**ACTIVITY**.
Write the records out again exactly as they read, dropping any picture they hold.

—————

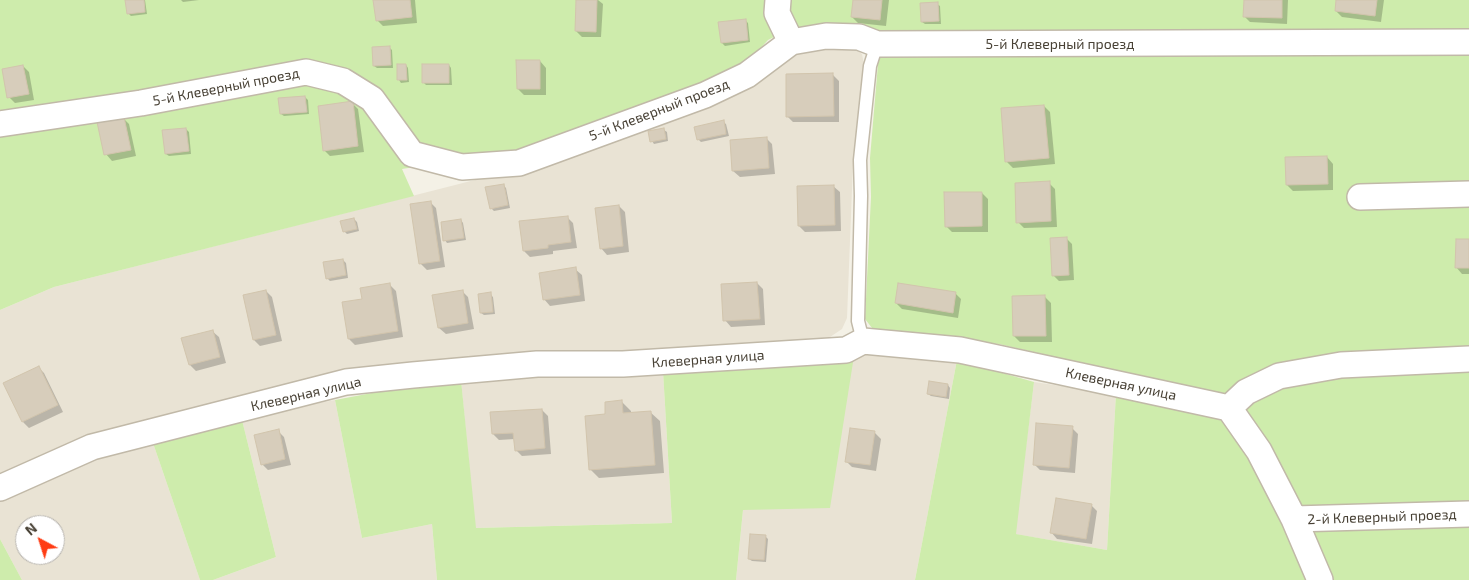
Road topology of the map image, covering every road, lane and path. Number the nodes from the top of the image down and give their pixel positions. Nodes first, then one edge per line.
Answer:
1 (778, 0) edge
2 (791, 42) junction
3 (1469, 42) edge
4 (876, 44) junction
5 (0, 124) edge
6 (1469, 194) edge
7 (1360, 197) dead end
8 (863, 341) junction
9 (1469, 359) edge
10 (1229, 408) junction
11 (0, 488) edge
12 (1469, 514) edge
13 (1294, 520) junction
14 (1320, 580) edge

1 - 2 street
2 - 4 street, 5-й Клеверный проезд
2 - 5 street, 5-й Клеверный проезд
3 - 4 street, 5-й Клеверный проезд
4 - 8 lane
6 - 7 street
8 - 10 street, Клеверная улица
8 - 11 street, Клеверная улица
9 - 10 street
10 - 13 street
12 - 13 street, 2-й Клеверный проезд
13 - 14 street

—————

**TASK ANSWER**.
Road topology of the map image, covering every road, lane and path. Number the nodes from the top of the image down and give their pixel positions. Nodes first, then one edge per line.
Answer:
1 (778, 0) edge
2 (791, 42) junction
3 (1469, 42) edge
4 (876, 44) junction
5 (0, 124) edge
6 (1469, 194) edge
7 (1360, 197) dead end
8 (863, 341) junction
9 (1469, 359) edge
10 (1229, 408) junction
11 (0, 488) edge
12 (1469, 514) edge
13 (1294, 520) junction
14 (1320, 580) edge

1 - 2 street
2 - 4 street, 5-й Клеверный проезд
2 - 5 street, 5-й Клеверный проезд
3 - 4 street, 5-й Клеверный проезд
4 - 8 lane
6 - 7 street
8 - 10 street, Клеверная улица
8 - 11 street, Клеверная улица
9 - 10 street
10 - 13 street
12 - 13 street, 2-й Клеверный проезд
13 - 14 street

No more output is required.